As the prevalence of chronic liver disease rises, the need for up-to-date knowledge relevant to the dental management of such patients becomes more important.

HBV and HCV are important causes of chronic liver disease, and the risk of transmission from patient to dentist is very much a reality. All HCWs should be vaccinated against HBV and be aware of the local protocols for post-exposure prophylaxis and management of inoculation injuries. HBV progresses to chronic infection in only 5% of adults, but those patients may require treatment to prevent progression to cirrhosis and hepatocellular carcinoma. HCV is now curable.

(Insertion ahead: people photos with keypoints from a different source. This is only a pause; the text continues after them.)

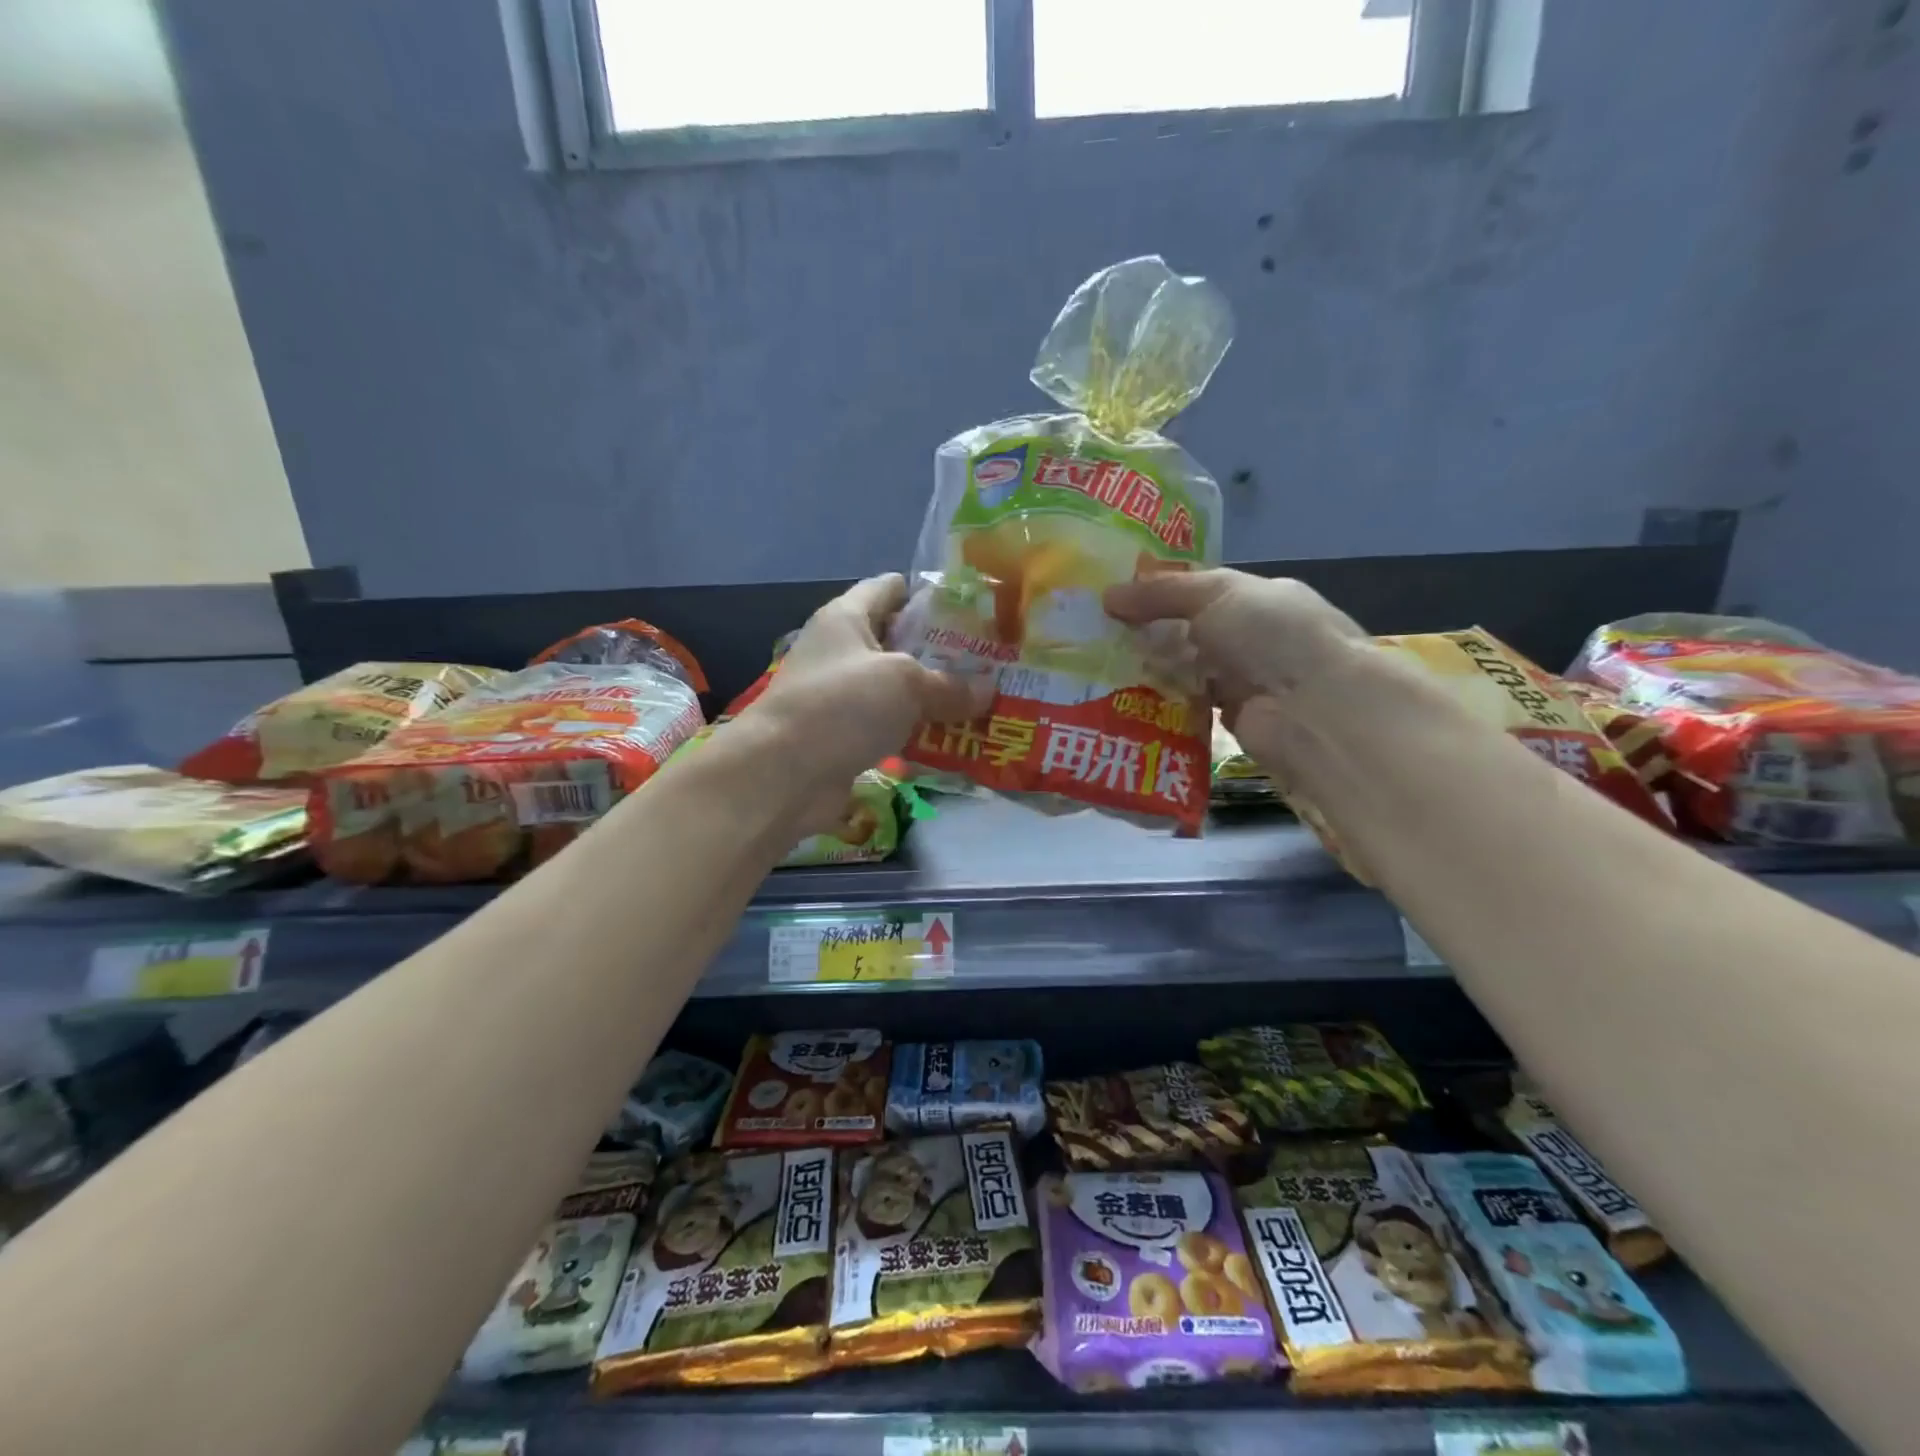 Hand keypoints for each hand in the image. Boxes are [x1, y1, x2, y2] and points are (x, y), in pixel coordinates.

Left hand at [751, 574, 991, 822]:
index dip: (929, 594)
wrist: (783, 774)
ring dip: (932, 697)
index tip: (972, 609)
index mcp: (846, 617)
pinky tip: (953, 739)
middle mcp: (840, 651)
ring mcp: (840, 697)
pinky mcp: (843, 737)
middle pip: (897, 641)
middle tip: (988, 661)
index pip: (889, 588)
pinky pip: (889, 727)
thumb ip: (950, 684)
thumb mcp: (905, 683)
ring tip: (981, 701)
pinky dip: (916, 733)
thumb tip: (989, 691)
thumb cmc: (842, 706)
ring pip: (895, 689)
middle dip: (940, 651)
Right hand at [1103, 568, 1367, 767]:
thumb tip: (1108, 594)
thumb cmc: (1270, 635)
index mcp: (1260, 598)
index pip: (1201, 591)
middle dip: (1147, 633)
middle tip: (1094, 636)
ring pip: (1185, 670)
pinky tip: (1123, 700)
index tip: (1112, 600)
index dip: (1159, 593)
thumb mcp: (1216, 595)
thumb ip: (1162, 592)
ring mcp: (1243, 681)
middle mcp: (1253, 638)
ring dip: (1150, 670)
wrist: (1313, 711)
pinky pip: (1187, 706)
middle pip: (1189, 632)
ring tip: (1097, 668)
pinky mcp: (1229, 720)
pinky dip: (1161, 702)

The management of patients with advanced liver disease in the dental surgery requires thought and consideration, specifically regarding drug metabolism and haemostasis. Safety and efficacy are the key backbones to any prescriber's practice, in particular with antibiotics and analgesia, in these patients. Blood coagulation profiles alone do not indicate the risk of bleeding in cirrhotic patients. However, platelet count is a better indicator of bleeding risk and specialist advice should be sought regarding abnormalities in these complex medical patients.